### EXERCISE
Return the full set of entries below exactly, leaving every image out.

### EXCERPTED DATA
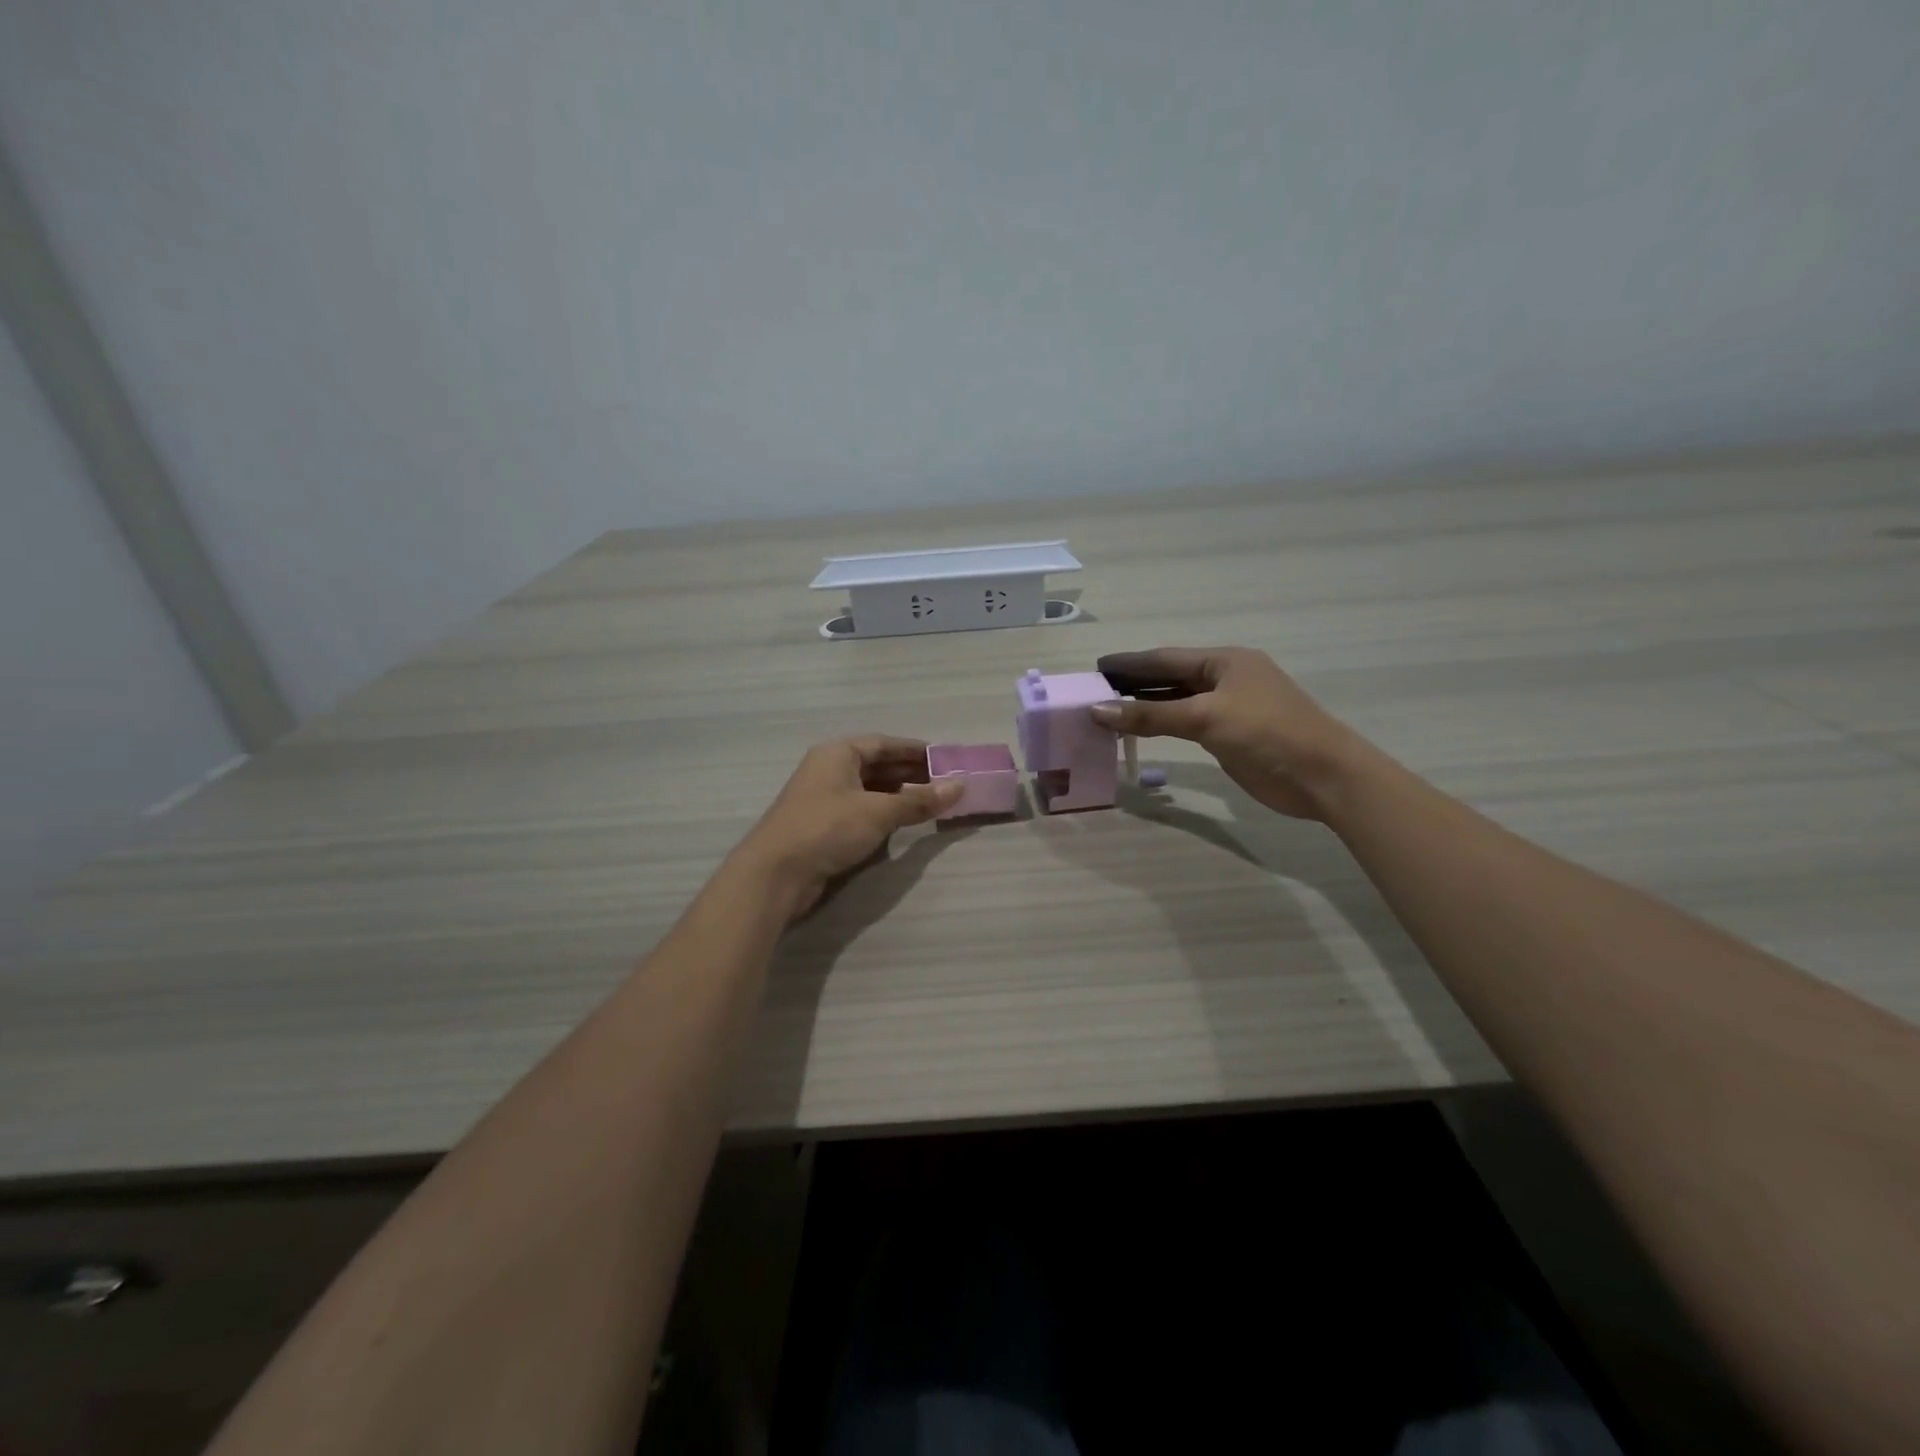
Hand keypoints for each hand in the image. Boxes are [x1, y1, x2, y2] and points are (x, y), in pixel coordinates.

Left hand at [733, 736, 961, 917]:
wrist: (776, 873)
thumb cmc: (827, 828)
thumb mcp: (879, 811)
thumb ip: (919, 800)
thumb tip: (960, 786)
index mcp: (837, 753)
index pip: (883, 744)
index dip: (915, 750)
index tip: (944, 759)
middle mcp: (829, 770)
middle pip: (877, 765)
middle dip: (910, 773)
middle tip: (945, 783)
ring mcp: (823, 799)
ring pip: (869, 790)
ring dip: (898, 795)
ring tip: (930, 803)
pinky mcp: (822, 826)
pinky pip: (860, 811)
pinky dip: (883, 813)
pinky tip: (902, 823)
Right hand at [1091, 647, 1363, 820]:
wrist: (1322, 776)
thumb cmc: (1266, 733)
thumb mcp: (1205, 718)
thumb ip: (1151, 715)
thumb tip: (1098, 710)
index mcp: (1224, 661)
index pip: (1165, 658)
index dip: (1129, 663)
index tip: (1095, 668)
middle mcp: (1225, 679)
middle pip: (1169, 678)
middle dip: (1133, 684)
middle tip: (1094, 692)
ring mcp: (1229, 708)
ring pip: (1177, 702)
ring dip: (1145, 707)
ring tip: (1107, 712)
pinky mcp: (1231, 736)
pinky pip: (1186, 724)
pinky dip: (1162, 726)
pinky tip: (1140, 731)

### ANSWER AREA
Hand keypoints for each hand in the image. Boxes are [x1, y1, x2, y2] and points are (x, y), in pixel coordinates.

Left hand at [733, 736, 961, 917]:
wrist: (776, 873)
thumb cmc: (827, 828)
thumb mcp: (879, 811)
thumb ip: (919, 800)
thumb tip: (960, 786)
index mcp: (837, 753)
index pip: (883, 744)
index dip: (915, 750)
index tip: (944, 759)
middle mcp: (829, 770)
middle pip: (877, 765)
middle dip: (910, 773)
middle tip: (945, 783)
ring mcp: (823, 799)
ring pip: (869, 790)
ring dip: (898, 795)
ring tip: (930, 803)
pinky mcp: (822, 826)
pinky pip: (860, 811)
pinky dip: (883, 813)
pinky tip: (902, 823)
Right hand at [1091, 647, 1363, 820]:
wrist: (1322, 776)
thumb cmc: (1266, 733)
thumb mcp: (1205, 718)
thumb ip: (1151, 715)
thumb tip: (1098, 710)
index mcp: (1224, 661)
index pip: (1165, 658)
index dip: (1129, 663)
index tip: (1095, 668)
middle mcp: (1225, 679)
middle pip: (1169, 678)
middle dip: (1133, 684)
middle tip: (1094, 692)
ring mcp: (1229, 708)
ring pip: (1177, 702)
ring dip: (1145, 707)
ring tip: (1107, 712)
pinky mcp: (1231, 736)
pinky pip: (1186, 724)
pinky dip: (1162, 726)
pinky tip: (1140, 731)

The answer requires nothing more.